### Goal of the exercise
Work out how many lines of the entries have the word "tunnel" in them. Respond with that number only.

### Data excerpts
####################
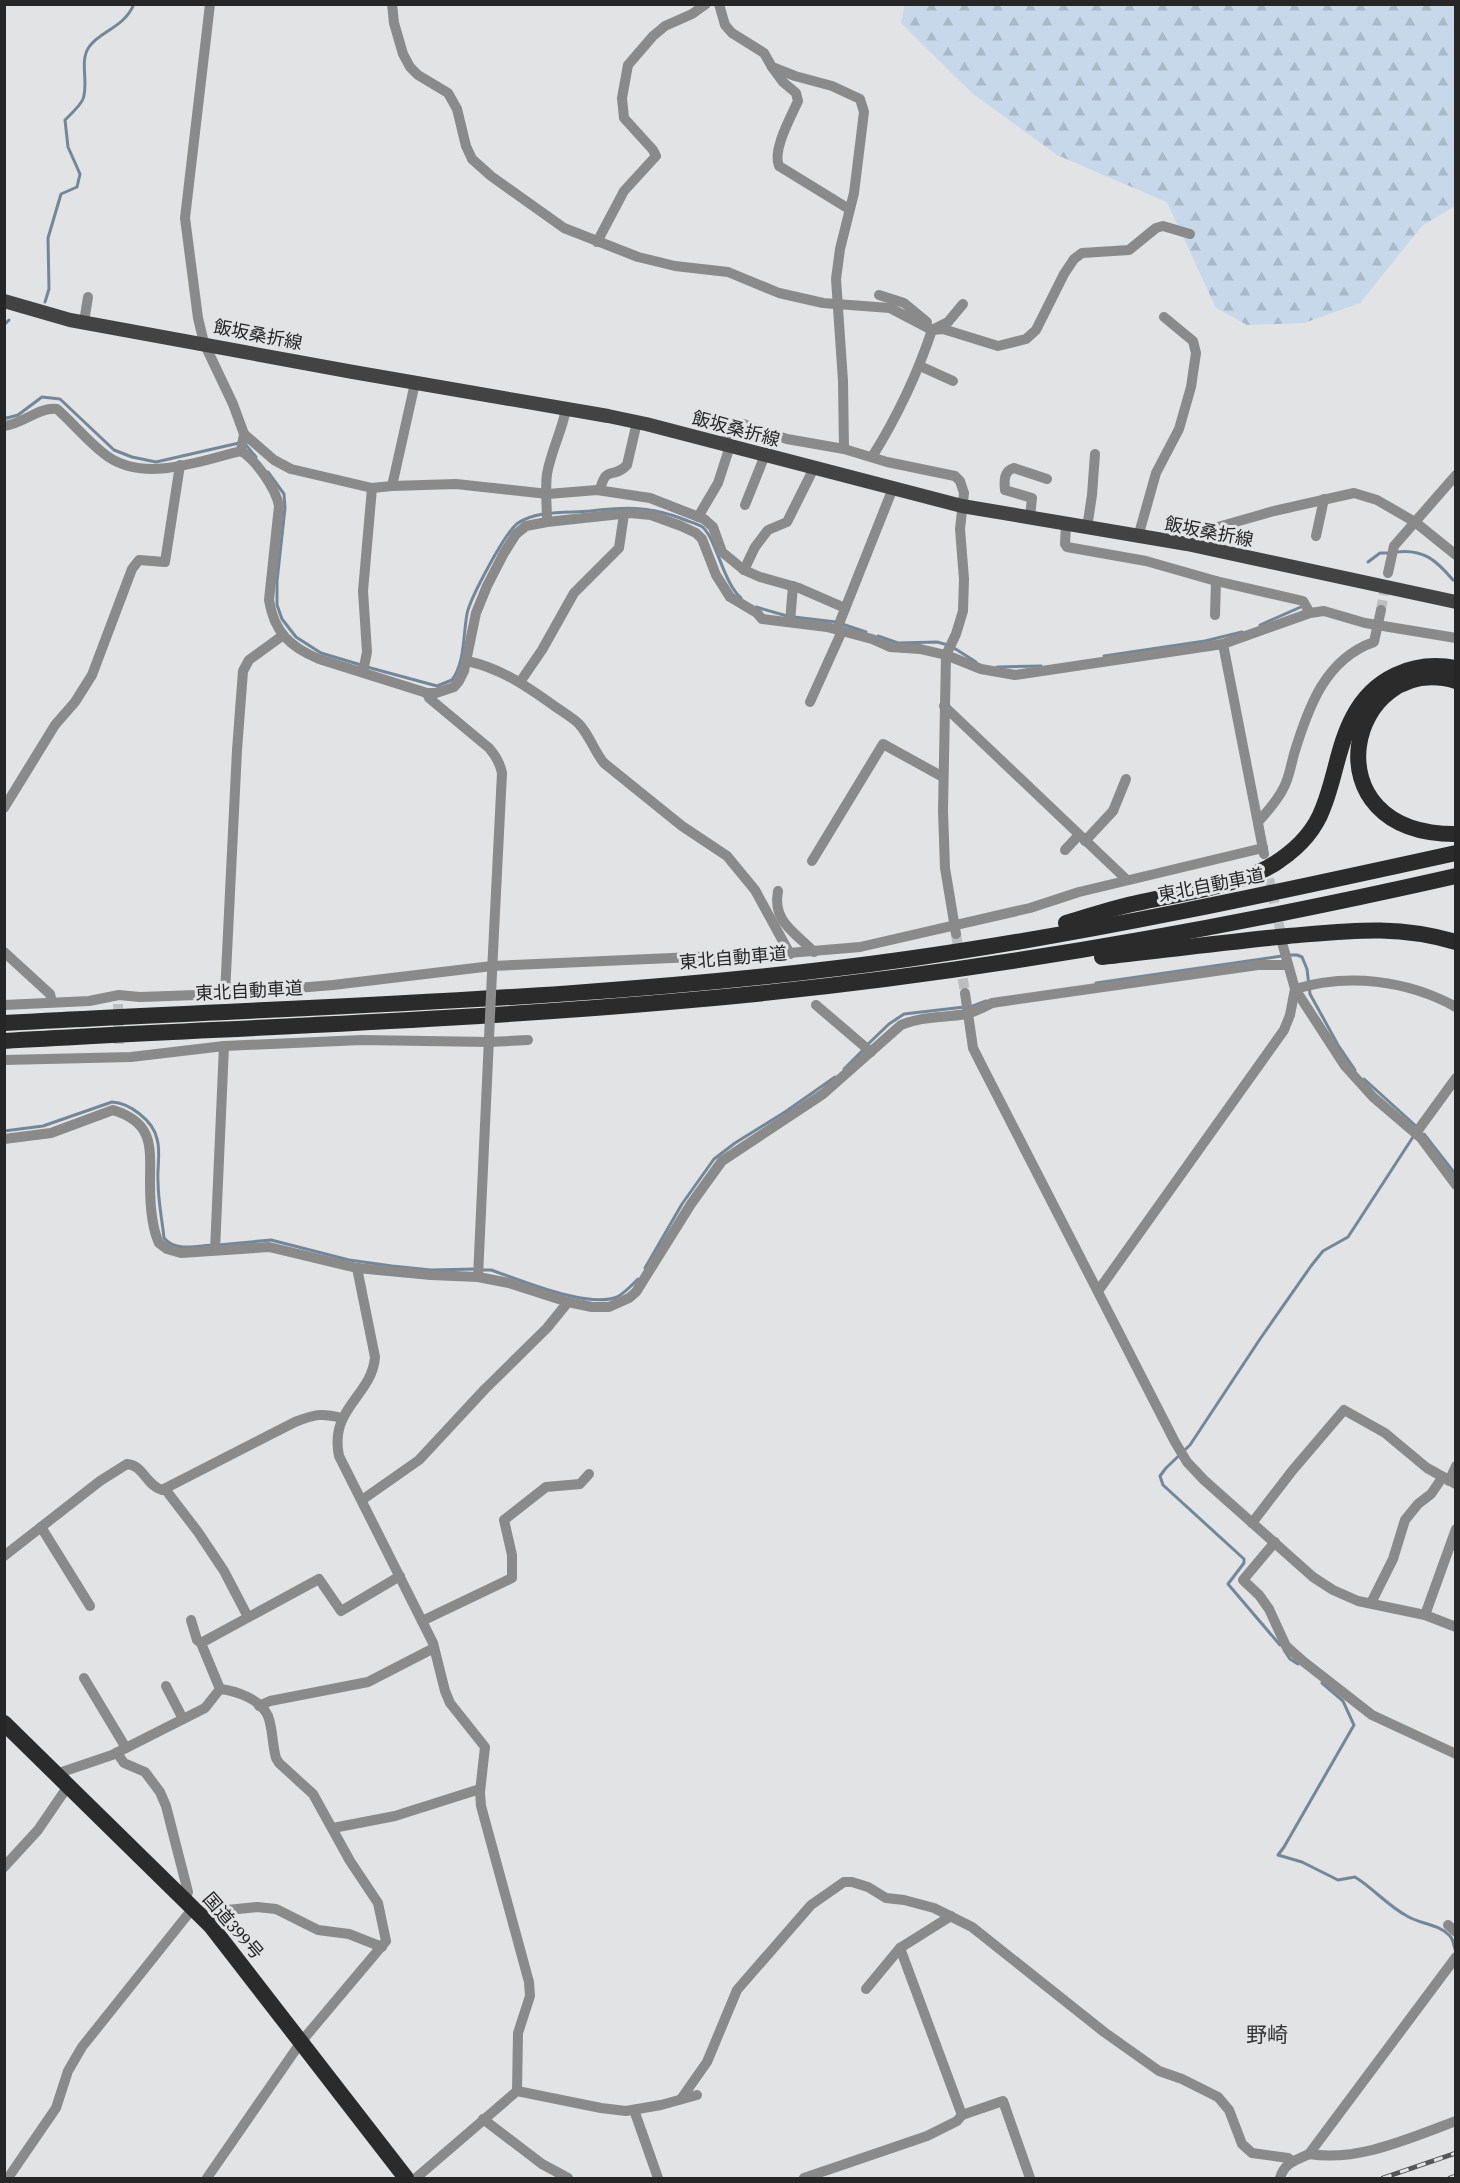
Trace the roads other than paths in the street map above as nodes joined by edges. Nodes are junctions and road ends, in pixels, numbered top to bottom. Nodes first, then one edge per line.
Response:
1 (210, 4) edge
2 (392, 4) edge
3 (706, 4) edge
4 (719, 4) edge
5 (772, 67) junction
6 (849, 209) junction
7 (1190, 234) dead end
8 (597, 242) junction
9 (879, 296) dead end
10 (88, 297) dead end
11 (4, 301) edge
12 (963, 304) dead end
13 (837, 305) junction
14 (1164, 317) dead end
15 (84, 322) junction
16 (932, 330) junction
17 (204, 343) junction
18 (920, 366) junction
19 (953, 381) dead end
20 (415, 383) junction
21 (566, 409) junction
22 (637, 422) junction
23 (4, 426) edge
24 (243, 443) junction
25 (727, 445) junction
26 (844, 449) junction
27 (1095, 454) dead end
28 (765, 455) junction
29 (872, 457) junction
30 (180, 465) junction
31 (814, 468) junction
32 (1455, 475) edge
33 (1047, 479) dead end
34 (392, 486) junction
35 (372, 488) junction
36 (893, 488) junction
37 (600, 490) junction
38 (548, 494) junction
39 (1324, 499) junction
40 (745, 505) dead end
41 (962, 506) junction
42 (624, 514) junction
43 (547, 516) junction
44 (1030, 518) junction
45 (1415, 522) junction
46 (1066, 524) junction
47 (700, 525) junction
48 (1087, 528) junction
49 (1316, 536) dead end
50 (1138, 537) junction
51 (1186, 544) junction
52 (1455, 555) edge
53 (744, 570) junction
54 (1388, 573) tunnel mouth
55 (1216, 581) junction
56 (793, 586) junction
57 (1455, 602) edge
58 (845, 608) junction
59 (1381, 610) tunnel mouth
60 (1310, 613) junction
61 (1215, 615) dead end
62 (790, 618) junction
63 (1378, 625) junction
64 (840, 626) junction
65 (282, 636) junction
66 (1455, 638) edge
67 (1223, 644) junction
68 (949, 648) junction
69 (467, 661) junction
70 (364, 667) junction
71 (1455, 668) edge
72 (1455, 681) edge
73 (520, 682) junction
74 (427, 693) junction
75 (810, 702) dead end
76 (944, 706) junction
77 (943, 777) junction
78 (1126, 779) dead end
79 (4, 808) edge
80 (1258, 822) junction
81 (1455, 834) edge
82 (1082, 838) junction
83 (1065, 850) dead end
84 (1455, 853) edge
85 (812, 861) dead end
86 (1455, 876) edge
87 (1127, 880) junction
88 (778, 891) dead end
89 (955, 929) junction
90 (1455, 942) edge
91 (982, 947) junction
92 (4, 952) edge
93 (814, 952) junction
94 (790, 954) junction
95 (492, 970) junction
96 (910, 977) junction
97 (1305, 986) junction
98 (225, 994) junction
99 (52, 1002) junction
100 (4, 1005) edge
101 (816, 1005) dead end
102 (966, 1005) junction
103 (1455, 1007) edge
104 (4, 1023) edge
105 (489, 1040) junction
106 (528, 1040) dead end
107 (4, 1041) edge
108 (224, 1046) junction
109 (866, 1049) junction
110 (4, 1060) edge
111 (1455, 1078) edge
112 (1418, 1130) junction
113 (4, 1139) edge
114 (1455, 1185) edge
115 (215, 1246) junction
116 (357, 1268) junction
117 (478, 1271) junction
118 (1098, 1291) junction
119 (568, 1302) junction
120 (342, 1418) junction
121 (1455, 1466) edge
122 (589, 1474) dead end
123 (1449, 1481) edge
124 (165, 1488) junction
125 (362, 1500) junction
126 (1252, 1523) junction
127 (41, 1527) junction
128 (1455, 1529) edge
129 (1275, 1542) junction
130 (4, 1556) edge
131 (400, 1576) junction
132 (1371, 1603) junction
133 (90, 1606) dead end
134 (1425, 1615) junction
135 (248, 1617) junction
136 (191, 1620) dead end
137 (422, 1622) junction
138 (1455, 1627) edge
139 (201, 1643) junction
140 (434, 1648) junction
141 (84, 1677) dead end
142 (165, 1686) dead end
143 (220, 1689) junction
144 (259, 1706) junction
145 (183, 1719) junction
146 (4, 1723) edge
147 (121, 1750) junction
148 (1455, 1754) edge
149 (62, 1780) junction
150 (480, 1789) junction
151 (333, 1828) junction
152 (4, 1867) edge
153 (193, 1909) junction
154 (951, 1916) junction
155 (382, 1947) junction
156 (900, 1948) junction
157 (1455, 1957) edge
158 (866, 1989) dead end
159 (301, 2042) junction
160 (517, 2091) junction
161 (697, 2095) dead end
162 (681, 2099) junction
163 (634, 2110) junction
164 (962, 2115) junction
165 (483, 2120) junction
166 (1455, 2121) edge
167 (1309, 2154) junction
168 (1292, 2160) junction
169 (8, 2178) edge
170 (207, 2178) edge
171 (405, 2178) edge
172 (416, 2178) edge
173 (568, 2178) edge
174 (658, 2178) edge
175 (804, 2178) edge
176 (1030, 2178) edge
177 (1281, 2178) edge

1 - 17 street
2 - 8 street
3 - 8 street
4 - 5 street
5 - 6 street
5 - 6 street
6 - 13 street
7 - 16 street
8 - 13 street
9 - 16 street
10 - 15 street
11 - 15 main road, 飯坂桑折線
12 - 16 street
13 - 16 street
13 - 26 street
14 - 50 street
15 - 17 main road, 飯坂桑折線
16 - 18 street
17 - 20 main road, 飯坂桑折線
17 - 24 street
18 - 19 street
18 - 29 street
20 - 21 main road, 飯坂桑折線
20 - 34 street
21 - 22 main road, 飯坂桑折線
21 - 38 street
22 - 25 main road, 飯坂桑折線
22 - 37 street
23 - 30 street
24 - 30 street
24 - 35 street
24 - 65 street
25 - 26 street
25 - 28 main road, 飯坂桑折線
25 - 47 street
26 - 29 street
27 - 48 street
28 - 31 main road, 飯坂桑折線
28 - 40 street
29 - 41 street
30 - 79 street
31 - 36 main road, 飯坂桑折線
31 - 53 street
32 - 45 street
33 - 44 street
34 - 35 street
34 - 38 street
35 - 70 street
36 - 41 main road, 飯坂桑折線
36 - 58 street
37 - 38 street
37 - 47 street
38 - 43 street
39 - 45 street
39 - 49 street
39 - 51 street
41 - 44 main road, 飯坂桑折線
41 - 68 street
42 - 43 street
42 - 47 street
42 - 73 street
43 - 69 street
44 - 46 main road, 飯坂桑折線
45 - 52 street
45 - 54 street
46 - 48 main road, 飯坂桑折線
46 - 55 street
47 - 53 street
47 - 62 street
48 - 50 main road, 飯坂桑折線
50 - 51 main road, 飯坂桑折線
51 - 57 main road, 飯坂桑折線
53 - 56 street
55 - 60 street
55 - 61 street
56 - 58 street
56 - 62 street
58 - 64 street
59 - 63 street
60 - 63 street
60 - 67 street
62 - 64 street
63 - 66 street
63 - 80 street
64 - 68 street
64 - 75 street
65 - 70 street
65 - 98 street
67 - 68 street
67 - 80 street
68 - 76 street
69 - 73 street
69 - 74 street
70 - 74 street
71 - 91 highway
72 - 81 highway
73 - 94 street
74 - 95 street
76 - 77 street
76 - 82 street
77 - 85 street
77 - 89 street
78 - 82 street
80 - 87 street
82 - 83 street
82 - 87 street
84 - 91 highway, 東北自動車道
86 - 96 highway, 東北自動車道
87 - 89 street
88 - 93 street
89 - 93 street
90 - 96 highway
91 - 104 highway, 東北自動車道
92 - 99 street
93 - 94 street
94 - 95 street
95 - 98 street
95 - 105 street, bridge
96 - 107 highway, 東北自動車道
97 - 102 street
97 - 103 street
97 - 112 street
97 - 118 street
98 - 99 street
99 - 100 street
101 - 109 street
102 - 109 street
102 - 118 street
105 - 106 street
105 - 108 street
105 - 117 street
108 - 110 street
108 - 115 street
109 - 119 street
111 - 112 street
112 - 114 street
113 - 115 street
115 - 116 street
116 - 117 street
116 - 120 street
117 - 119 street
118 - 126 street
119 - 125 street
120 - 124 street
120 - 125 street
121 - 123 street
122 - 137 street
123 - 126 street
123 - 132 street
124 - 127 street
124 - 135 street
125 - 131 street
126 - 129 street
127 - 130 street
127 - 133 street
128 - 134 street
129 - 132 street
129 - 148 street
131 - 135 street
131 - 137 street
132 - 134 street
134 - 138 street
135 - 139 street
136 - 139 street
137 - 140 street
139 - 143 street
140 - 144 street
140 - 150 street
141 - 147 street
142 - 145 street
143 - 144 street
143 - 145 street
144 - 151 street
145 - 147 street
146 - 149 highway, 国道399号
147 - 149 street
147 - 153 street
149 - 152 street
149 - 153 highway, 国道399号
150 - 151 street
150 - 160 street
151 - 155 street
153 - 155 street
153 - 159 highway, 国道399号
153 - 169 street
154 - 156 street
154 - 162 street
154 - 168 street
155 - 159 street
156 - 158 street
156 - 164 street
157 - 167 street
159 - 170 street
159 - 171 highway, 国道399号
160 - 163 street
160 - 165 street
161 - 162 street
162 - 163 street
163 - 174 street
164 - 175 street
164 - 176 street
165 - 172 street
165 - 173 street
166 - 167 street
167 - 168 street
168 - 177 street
####################
### Exercise response
2